Task to complete -> Where the word "thumb" shows up in the entries below, please copy the whole line.

(Dataset entries)
::::::::
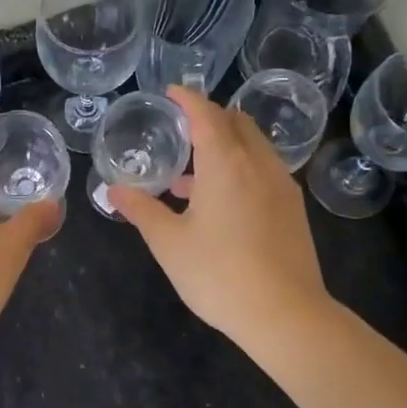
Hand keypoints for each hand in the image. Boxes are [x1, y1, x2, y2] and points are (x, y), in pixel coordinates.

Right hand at [108, 87, 331, 348]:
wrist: (286, 315)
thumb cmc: (219, 274)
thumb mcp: (169, 243)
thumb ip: (141, 210)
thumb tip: (114, 190)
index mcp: (226, 164)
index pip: (206, 114)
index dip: (187, 99)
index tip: (170, 92)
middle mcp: (259, 164)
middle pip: (236, 122)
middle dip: (209, 118)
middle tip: (180, 130)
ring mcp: (281, 186)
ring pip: (253, 147)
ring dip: (225, 146)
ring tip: (190, 175)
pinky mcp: (292, 209)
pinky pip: (264, 169)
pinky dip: (240, 167)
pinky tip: (219, 202)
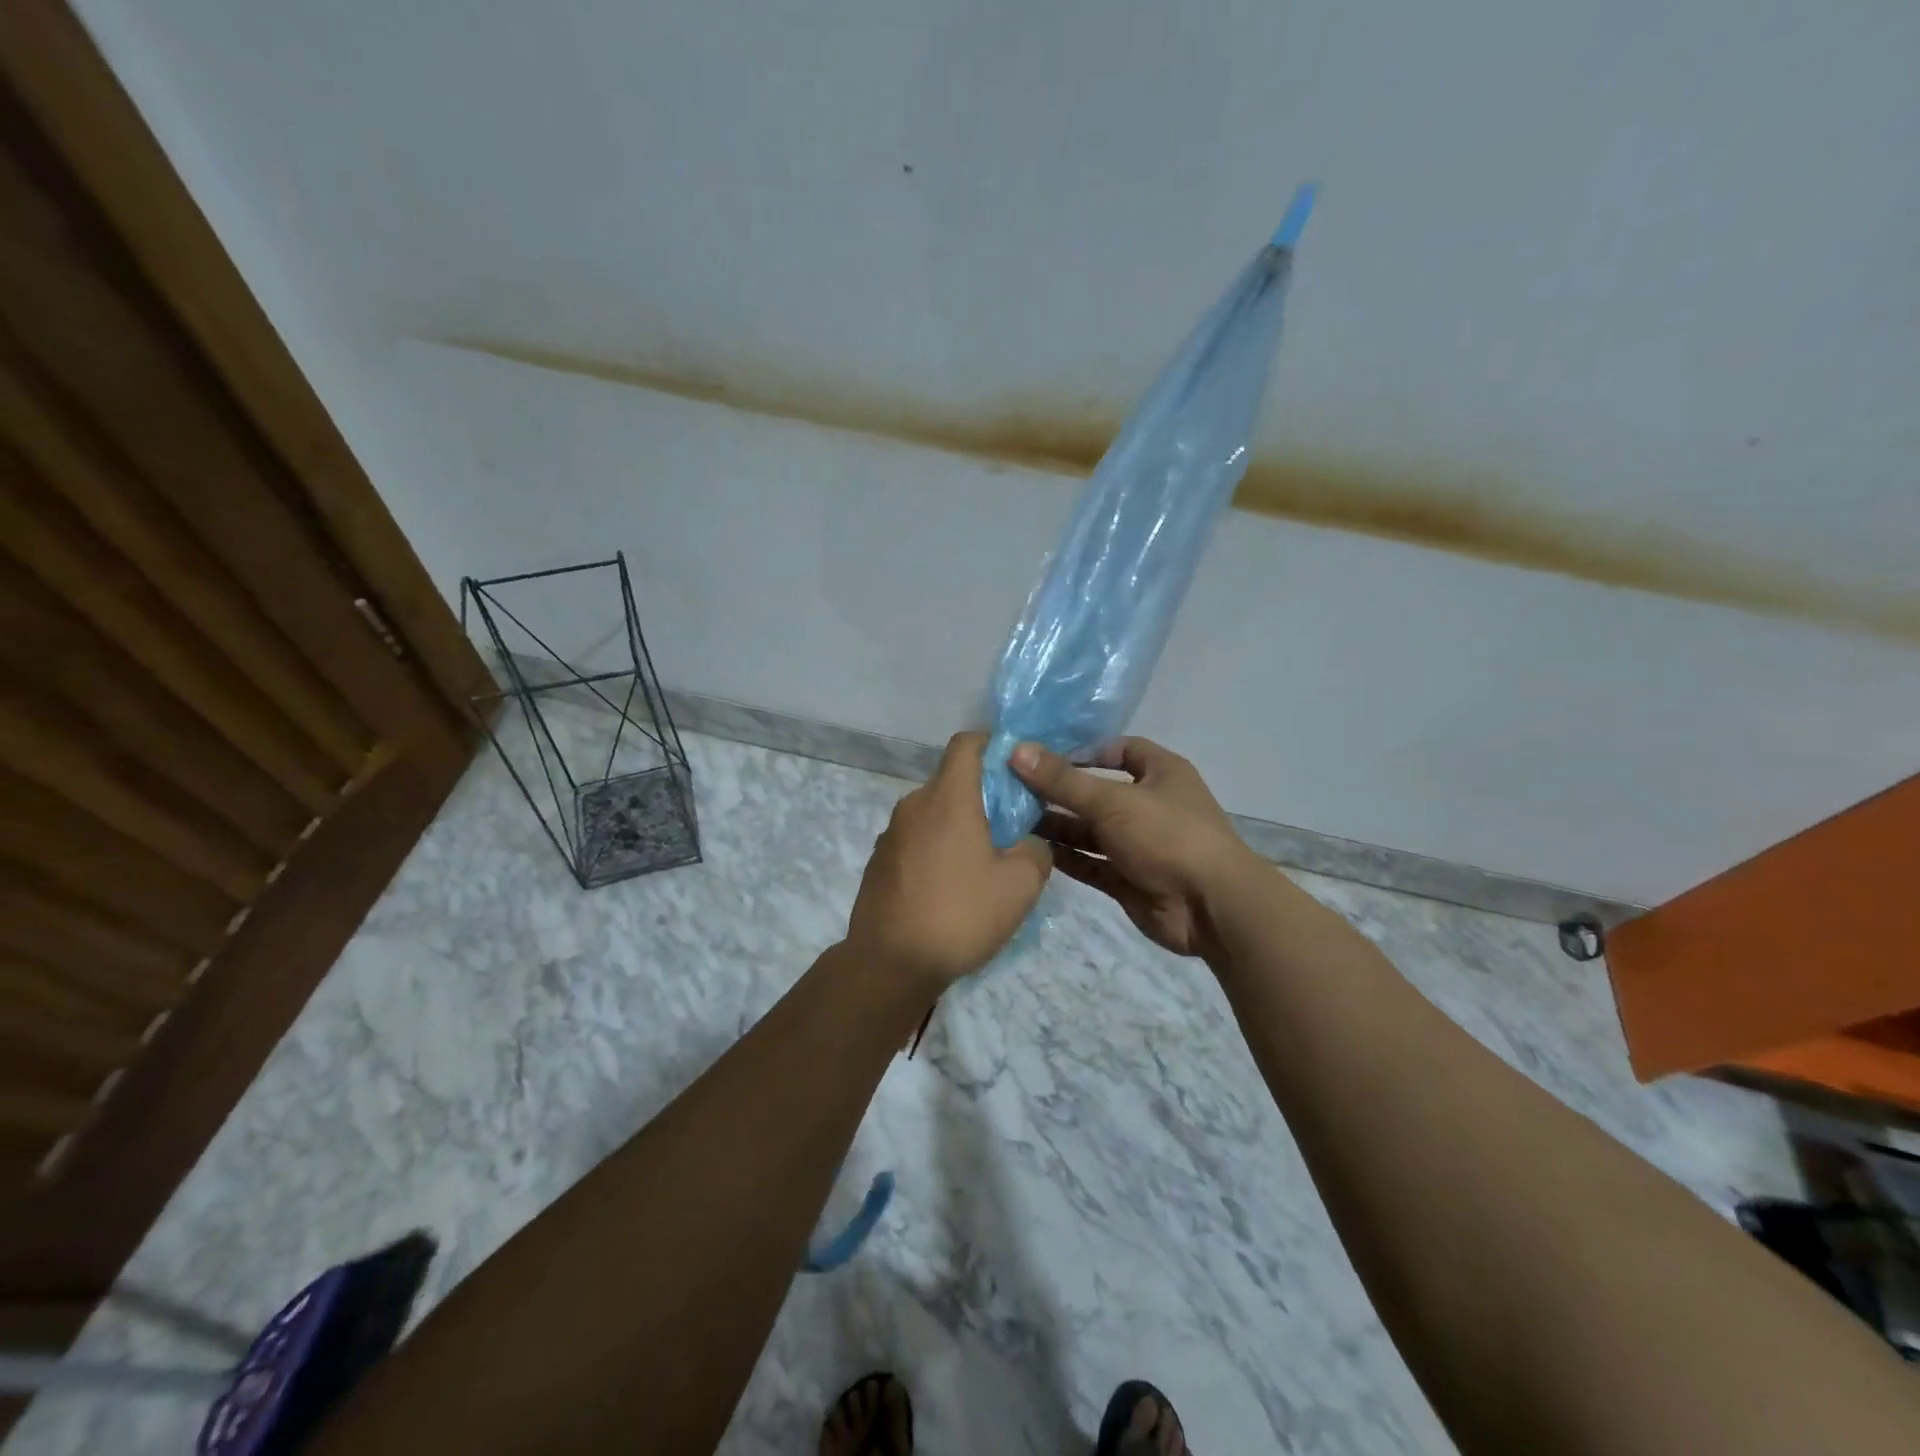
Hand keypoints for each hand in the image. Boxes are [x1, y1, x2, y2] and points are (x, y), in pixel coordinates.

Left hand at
::::::::
Task response ->
thumb cmc: (219, 274)
thumb mcp: (169, 243)
thumb ip: (141, 210)
thumb tip: (114, 190)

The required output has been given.